Here is an example of the lengths to which two Detroit papers were willing to go in order to bust their two unions:

http://dbacon.igc.org/Unions/02ubust0.htm

In 1995, management of both Detroit newspapers put demands on the table which they knew would be unacceptable to unions - replacing cost-of-living raises with merit increases, and eliminating union jobs while creating non-union positions doing the same work. The existence of a plan to force a strike was amply demonstrated by meetings between management and the Sterling Heights police department. The Detroit Newspaper Agency, a joint operation of both newspapers to share production and distribution facilities, promised four months before the strike started to compensate the department for overtime costs it would incur in shepherding scabs into the plant.
By the time the strike was a year old, the agency had paid Sterling Heights $2.1 million for police overtime.


There is more so I will let you read it yourself. The battle between the people who bring us the news and the people who work from them is an old one. With advertising revenue declining, these companies try to cut costs wherever they can. Plus, the corporations that own CBS, ABC etc. also own cable, telephone, movies, manufacturing and a lot of other labor intensive industries that could benefit from some creative union busting. Right now, the GOP is promising that it will sell its filibuster power to the highest bidder to prevent the new Obama administration from enacting rules that will empower workers to demand better benefits and higher wages.

The press saw Obama do the unthinkable. He expressed solidarity with 250 union workers who did not "go gentle into that goodnight." He did not look at things from the bank's point of view or from the factory owner's point of view. He was already elected, so he did not have to appeal to any voting base, but he still sympathized with the plight of workers who had been laid off and deprived of their rights just before the holidays. If an employer can not lay off a bunch of workers right before Christmas and deny them their severance with the blessing of the president, what is America coming to?

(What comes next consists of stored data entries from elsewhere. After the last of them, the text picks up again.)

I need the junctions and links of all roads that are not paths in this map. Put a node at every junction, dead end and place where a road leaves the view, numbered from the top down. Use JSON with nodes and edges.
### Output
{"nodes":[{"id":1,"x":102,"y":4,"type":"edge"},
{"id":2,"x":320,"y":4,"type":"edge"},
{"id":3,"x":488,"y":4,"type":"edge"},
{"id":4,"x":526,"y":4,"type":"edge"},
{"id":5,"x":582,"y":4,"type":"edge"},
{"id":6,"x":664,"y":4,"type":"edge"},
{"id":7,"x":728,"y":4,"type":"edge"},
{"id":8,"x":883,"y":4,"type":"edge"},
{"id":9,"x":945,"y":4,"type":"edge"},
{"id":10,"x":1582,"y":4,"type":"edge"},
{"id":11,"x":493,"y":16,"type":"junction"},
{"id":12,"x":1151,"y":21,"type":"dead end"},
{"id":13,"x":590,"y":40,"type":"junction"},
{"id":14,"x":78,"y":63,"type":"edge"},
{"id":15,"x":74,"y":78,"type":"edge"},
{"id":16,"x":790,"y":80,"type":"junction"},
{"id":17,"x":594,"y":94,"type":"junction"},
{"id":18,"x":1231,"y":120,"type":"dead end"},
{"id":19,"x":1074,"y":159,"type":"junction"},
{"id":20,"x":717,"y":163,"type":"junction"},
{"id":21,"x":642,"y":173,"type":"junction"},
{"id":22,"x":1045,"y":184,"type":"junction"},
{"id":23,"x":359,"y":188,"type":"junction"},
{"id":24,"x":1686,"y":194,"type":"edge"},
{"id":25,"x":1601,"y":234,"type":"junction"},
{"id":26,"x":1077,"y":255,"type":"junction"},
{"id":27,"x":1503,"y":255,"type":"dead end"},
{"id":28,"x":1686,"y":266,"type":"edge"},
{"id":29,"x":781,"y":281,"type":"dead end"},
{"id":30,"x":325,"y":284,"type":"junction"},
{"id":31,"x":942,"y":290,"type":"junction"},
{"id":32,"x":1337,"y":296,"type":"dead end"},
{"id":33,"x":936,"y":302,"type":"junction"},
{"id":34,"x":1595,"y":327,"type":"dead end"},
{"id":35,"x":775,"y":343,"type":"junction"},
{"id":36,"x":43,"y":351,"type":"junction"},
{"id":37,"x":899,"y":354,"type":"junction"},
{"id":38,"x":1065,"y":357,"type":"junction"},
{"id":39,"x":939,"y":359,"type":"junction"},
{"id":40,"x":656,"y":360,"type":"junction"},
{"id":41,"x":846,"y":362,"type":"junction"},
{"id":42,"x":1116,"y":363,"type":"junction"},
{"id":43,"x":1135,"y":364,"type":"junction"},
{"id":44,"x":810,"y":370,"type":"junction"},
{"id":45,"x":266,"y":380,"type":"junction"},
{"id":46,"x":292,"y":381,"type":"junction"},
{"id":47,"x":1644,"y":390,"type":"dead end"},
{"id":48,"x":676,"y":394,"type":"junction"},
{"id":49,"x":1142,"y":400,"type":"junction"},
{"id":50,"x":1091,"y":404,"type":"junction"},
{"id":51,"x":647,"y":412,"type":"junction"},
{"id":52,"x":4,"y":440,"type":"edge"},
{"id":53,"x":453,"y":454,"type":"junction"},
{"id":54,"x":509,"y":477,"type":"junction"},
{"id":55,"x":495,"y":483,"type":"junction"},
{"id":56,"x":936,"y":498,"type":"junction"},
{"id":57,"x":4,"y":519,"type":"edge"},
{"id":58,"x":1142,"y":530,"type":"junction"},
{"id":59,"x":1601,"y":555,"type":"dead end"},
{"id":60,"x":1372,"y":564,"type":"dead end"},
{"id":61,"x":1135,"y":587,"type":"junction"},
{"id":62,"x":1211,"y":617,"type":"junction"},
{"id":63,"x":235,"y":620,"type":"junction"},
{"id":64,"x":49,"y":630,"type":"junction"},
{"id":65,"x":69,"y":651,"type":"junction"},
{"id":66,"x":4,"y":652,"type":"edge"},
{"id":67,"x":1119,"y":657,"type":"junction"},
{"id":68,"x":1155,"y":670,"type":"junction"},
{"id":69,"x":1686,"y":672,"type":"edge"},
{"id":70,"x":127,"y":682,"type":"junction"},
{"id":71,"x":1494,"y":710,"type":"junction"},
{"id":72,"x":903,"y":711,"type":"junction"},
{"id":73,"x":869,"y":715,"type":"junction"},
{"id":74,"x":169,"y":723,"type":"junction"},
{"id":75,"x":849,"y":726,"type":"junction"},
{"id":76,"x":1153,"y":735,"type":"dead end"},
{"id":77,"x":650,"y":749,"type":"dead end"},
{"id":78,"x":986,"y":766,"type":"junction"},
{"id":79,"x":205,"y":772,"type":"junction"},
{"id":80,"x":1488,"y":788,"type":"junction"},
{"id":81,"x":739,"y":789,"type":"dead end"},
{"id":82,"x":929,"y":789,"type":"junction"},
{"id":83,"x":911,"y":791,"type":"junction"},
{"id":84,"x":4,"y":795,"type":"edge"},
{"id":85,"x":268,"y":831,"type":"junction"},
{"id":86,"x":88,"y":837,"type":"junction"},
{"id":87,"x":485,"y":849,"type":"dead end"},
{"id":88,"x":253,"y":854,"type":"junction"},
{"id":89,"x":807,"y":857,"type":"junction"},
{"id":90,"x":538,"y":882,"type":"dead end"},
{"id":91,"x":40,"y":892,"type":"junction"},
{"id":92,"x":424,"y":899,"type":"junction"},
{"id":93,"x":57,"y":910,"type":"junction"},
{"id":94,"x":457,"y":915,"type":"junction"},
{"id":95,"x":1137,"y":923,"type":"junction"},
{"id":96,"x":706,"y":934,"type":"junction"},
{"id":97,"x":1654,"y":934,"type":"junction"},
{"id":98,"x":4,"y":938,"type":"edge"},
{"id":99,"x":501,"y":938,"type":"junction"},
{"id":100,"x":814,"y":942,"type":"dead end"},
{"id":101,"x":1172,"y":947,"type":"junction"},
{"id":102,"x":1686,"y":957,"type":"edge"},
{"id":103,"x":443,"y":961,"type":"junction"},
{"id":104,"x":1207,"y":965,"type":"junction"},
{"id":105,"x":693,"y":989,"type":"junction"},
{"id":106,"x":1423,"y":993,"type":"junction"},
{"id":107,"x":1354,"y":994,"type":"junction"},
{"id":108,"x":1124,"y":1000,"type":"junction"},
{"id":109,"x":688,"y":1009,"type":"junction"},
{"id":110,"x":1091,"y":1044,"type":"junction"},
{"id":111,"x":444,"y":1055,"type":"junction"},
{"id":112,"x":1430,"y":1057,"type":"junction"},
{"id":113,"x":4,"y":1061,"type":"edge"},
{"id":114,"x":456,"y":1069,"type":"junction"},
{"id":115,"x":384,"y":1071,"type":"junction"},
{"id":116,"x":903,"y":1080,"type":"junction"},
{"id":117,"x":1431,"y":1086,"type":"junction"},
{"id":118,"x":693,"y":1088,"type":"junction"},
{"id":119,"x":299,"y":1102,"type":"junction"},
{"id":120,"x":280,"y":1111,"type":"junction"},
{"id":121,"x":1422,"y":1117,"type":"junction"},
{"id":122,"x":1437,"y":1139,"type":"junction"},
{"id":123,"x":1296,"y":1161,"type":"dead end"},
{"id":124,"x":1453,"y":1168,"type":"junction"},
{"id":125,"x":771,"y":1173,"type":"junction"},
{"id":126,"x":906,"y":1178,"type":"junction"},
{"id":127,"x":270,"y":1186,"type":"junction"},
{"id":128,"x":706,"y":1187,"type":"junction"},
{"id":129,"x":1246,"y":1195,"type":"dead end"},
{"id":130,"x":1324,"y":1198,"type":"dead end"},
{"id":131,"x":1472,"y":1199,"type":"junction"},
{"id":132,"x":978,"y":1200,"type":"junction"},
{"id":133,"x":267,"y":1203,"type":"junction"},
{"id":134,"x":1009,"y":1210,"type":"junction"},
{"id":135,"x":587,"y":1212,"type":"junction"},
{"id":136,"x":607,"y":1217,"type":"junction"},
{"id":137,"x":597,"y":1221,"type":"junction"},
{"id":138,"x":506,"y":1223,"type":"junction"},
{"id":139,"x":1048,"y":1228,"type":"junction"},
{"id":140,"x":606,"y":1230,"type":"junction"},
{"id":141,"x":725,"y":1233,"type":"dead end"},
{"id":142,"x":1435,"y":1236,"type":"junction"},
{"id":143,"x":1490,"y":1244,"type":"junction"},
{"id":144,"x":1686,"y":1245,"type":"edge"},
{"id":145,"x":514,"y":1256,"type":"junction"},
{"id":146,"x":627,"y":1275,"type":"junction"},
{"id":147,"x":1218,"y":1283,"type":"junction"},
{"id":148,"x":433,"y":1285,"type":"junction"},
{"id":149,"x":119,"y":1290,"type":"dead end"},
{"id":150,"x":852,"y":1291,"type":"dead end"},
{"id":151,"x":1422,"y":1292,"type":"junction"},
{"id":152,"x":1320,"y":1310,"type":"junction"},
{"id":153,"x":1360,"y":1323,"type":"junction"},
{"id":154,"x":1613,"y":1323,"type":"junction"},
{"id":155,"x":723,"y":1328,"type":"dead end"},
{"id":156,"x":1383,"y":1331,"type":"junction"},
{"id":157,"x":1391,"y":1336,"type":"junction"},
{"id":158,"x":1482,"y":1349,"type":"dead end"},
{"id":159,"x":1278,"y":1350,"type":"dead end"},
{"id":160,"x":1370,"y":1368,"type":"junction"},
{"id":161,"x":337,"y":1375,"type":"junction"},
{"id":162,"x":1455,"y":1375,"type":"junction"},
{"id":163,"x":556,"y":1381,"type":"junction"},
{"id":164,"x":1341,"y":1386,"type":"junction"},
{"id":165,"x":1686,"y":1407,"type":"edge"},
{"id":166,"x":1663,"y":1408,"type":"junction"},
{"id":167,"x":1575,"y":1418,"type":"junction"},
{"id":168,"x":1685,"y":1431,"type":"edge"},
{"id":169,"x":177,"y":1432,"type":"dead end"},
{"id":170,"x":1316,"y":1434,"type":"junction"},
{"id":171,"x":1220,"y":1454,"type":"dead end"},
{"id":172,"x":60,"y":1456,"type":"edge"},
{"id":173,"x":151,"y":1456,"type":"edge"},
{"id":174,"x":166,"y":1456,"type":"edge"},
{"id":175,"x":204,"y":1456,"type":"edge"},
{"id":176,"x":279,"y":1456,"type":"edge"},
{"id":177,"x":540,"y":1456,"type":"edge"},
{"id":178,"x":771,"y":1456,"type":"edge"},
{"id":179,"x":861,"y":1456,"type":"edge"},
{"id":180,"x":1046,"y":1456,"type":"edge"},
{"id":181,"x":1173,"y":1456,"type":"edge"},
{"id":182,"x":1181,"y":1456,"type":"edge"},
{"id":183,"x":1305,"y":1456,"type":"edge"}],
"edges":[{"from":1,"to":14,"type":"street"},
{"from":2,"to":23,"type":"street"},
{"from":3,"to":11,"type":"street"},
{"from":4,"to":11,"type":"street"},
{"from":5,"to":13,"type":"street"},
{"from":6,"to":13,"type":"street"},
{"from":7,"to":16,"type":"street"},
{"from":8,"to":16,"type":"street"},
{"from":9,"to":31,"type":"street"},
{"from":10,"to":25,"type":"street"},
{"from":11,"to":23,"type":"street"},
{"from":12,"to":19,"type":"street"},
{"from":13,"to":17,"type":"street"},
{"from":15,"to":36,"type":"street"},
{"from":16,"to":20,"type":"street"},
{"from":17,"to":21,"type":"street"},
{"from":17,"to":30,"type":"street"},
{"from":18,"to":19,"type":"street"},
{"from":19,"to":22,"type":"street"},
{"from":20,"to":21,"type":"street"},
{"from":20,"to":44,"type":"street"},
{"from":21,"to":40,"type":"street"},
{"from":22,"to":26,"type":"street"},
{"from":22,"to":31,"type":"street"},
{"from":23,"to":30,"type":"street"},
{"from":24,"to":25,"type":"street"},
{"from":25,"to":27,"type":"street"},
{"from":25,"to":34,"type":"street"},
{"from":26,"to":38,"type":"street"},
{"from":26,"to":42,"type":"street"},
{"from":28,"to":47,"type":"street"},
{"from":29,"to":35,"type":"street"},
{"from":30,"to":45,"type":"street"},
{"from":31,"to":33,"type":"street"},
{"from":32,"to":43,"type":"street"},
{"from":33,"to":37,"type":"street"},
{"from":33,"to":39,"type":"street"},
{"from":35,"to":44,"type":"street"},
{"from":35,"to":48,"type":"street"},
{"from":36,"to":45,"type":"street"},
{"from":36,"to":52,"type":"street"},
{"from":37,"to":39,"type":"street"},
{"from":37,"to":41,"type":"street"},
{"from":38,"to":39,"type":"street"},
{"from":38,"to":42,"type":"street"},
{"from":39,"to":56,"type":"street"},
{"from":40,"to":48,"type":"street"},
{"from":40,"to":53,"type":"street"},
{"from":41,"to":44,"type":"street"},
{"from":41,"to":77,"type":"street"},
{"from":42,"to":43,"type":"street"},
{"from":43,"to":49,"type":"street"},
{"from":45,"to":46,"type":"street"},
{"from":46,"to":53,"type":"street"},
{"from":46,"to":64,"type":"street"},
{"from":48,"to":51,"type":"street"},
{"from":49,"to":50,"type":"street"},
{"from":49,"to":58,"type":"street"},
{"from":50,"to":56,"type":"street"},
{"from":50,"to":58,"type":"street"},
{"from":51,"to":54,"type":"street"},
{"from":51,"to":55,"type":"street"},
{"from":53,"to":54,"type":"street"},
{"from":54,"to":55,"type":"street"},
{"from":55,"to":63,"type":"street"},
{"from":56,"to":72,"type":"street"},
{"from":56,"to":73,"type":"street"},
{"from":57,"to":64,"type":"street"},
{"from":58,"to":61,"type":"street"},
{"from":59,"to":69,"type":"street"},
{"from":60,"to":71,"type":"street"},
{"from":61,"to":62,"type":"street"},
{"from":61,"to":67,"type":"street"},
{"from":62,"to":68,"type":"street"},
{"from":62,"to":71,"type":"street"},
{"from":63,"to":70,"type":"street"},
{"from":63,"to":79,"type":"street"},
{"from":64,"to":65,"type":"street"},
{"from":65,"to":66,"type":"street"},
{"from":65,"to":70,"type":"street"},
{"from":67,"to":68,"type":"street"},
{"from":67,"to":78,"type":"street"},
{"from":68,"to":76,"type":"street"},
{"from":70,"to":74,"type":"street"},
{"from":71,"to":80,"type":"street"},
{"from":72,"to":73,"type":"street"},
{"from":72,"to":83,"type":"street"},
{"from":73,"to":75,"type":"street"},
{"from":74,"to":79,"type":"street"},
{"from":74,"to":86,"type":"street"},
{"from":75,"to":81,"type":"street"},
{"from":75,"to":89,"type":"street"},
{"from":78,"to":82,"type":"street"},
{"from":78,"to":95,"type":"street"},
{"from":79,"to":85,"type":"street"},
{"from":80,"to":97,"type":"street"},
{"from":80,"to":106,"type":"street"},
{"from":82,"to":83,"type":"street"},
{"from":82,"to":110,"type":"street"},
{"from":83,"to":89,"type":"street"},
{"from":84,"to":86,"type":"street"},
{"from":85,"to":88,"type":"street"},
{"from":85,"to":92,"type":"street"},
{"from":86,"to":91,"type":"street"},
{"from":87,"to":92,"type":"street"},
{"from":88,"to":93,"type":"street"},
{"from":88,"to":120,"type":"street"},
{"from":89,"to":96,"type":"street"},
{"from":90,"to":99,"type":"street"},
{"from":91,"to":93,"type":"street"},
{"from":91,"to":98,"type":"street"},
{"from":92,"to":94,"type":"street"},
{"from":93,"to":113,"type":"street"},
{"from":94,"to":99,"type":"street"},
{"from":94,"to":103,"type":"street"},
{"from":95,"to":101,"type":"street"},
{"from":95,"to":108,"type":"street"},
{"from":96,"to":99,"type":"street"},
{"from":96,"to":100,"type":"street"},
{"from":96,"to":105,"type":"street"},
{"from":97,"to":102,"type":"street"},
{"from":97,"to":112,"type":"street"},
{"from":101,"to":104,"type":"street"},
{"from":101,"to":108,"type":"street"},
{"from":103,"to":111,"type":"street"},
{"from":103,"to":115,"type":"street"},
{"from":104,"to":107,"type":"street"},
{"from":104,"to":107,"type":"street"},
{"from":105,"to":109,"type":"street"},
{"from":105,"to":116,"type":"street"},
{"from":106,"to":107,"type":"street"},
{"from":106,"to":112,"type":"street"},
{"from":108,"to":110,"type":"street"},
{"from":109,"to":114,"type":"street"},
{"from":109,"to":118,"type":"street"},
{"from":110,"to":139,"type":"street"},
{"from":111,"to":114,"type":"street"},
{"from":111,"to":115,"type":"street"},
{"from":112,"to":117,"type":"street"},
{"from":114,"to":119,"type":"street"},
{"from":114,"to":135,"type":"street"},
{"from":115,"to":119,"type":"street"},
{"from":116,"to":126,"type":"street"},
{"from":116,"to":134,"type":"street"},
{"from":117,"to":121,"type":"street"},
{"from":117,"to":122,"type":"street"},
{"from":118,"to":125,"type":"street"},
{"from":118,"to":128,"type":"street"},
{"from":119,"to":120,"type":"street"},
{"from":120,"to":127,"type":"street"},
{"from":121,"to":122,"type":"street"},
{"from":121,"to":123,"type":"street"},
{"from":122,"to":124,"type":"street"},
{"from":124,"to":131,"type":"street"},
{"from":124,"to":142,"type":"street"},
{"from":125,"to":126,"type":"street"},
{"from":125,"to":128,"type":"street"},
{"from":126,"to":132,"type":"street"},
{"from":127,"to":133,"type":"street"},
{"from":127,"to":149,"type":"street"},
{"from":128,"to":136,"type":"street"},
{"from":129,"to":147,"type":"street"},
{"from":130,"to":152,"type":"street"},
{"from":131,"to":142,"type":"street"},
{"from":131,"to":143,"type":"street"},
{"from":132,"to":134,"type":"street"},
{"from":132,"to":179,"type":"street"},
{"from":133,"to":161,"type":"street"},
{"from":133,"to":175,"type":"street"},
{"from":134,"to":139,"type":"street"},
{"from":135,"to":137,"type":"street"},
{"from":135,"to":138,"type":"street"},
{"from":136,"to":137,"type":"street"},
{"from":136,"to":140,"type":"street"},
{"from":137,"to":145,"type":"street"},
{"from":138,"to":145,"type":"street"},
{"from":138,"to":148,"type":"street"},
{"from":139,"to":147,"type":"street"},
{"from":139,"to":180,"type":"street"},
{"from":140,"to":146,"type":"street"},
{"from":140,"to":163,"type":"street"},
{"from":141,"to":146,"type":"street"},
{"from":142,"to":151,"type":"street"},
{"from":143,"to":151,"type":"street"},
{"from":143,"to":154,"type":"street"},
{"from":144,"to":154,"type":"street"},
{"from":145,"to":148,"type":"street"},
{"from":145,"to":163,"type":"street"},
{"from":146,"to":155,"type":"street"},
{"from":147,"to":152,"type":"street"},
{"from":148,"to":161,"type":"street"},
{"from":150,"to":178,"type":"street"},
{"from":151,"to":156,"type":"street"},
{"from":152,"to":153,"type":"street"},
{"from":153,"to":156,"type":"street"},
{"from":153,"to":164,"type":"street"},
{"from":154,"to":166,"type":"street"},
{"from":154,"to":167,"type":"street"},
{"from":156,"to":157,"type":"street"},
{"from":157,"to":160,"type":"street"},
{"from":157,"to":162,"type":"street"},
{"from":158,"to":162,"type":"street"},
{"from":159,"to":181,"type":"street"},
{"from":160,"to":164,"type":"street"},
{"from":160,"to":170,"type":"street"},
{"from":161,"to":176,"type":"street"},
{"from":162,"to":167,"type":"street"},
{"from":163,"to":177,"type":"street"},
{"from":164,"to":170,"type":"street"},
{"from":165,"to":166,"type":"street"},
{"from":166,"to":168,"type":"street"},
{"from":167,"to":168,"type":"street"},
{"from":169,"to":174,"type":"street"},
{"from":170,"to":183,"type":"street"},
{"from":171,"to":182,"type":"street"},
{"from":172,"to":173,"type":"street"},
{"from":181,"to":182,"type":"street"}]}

You do the math. Then, get on the phone and start calling the SOBs who are putting out this anti-worker propaganda. They are going slowly right now, because Obama’s popularity is high, and no network wants to draw too much attention to itself for fear of a backlash. Give them a backlash. Every time a story links someone else’s crap to Obama, the parent company needs to be called out for it. The press is on the ropes, too. They want access to the new administration. They want an audience. Even Fox is having second thoughts about being Fox in this new environment, so you can bet that no one else wants to become Fox News in the public mind. Threaten to turn them into Fox News if they do not play fair.

Remember, Whitewater was 100% spin, but very few people in America remember that now.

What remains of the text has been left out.